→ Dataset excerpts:
....

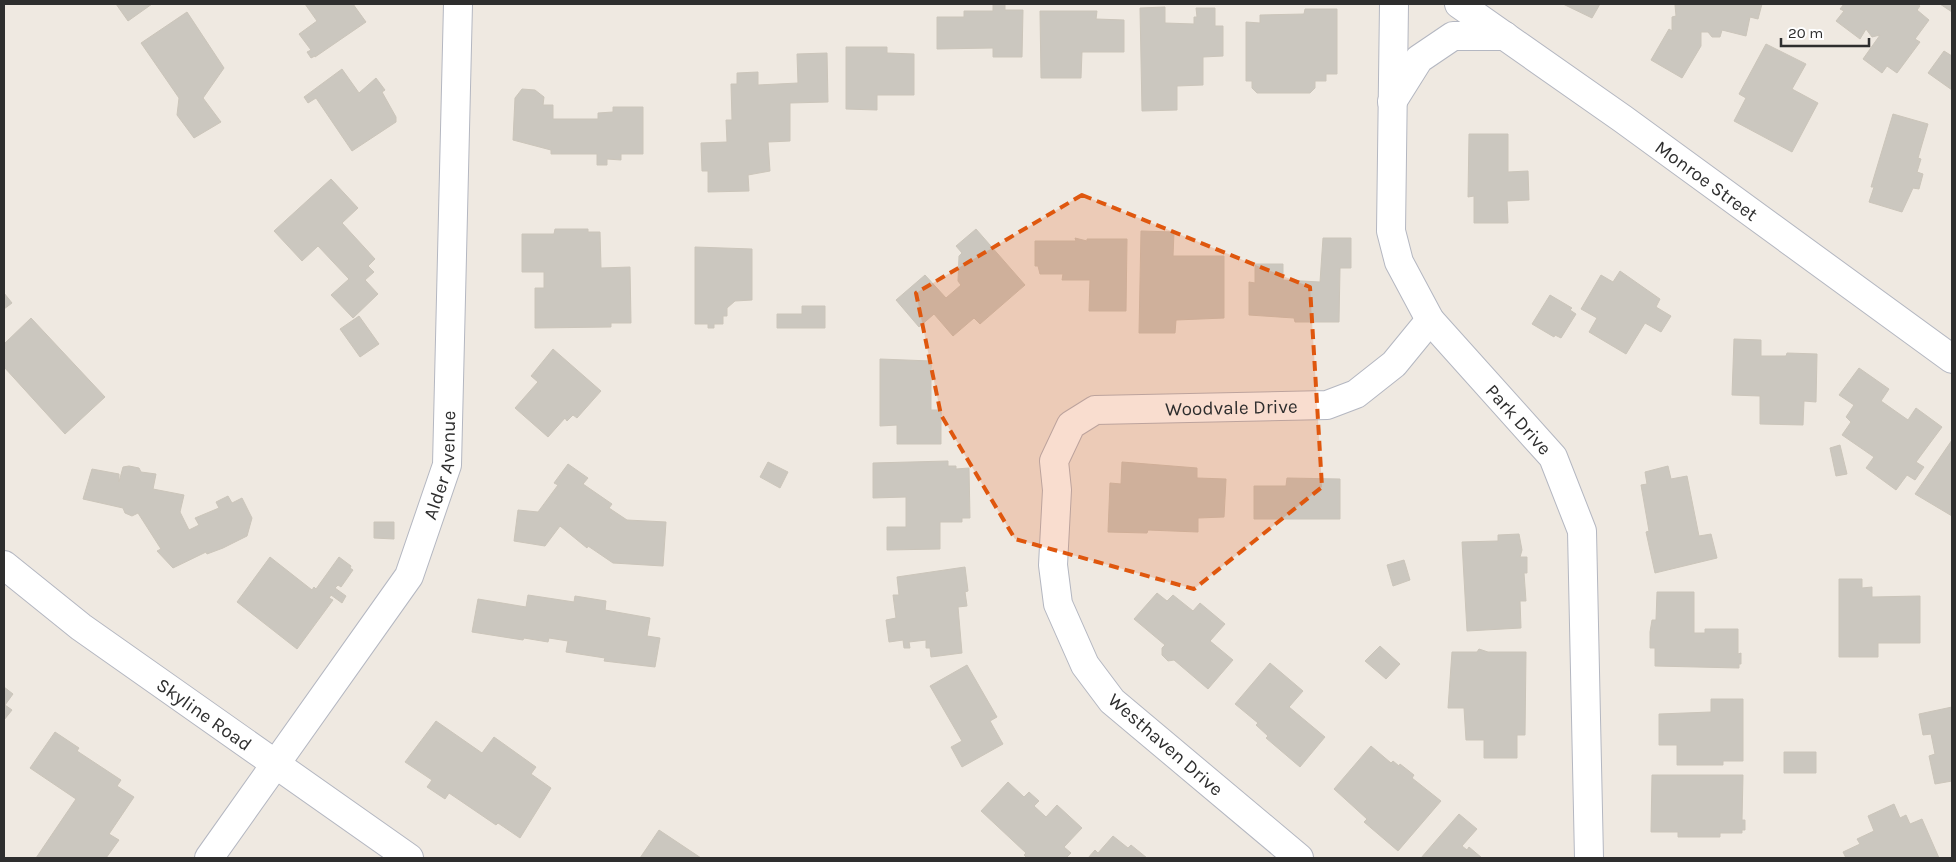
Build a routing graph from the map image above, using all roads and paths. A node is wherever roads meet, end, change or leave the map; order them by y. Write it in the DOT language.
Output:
graph roads {
  1 [pos="458,4"];
  2 [pos="1394,4"];
  3 [pos="1459,4"];
  4 [pos="1505,36"];
  5 [pos="1392,102"];
  6 [pos="1430,320"];
  7 [pos="1952,359"];
  8 [pos="1057,490"];
  9 [pos="4,565"];
  10 [pos="276,764"];
  11 [pos="210,858"];
  12 [pos="409,858"];
  13 [pos="1299,858"];
  14 [pos="1589,858"];
  1 -- 10 [label="street, Alder Avenue"];
  2 -- 5 [label="street, Park Drive"];
  3 -- 4 [label="street, Monroe Street"];
  4 -- 5 [label="street"];
  4 -- 7 [label="street, Monroe Street"];
  5 -- 6 [label="street, Park Drive"];
  6 -- 8 [label="street, Woodvale Drive"];
  6 -- 14 [label="street, Park Drive"];
  8 -- 13 [label="street, Westhaven Drive"];
  9 -- 10 [label="street, Skyline Road"];
  10 -- 11 [label="street, Alder Avenue"];
  10 -- 12 [label="street, Skyline Road"];
}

....

→ Problem to solve: Exclude the pictures and give back the rest of the data above exactly as written.

→ Problem solution:
Build a routing graph from the map image above, using all roads and paths. A node is wherever roads meet, end, change or leave the map; order them by y. Write it in the DOT language.
Output:
graph roads {
  1 [pos="458,4"];
  2 [pos="1394,4"];
  3 [pos="1459,4"];
  4 [pos="1505,36"];
  5 [pos="1392,102"];
  6 [pos="1430,320"];
  7 [pos="1952,359"];
  8 [pos="1057,490"];
  9 [pos="4,565"];
  10 [pos="276,764"];
  11 [pos="210,858"];
  12 [pos="409,858"];
  13 [pos="1299,858"];
  14 [pos="1589,858"];
  1 -- 10 [label="street, Alder Avenue"];
  2 -- 5 [label="street, Park Drive"];
  3 -- 4 [label="street, Monroe Street"];
  4 -- 5 [label="street"];
  4 -- 7 [label="street, Monroe Street"];
  5 -- 6 [label="street, Park Drive"];
  6 -- 8 [label="street, Woodvale Drive"];
  6 -- 14 [label="street, Park Drive"];
  8 -- 13 [label="street, Westhaven Drive"];
  9 -- 10 [label="street, Skyline Road"];
  10 -- 11 [label="street, Alder Avenue"];
  10 -- 12 [label="street, Skyline Road"];
}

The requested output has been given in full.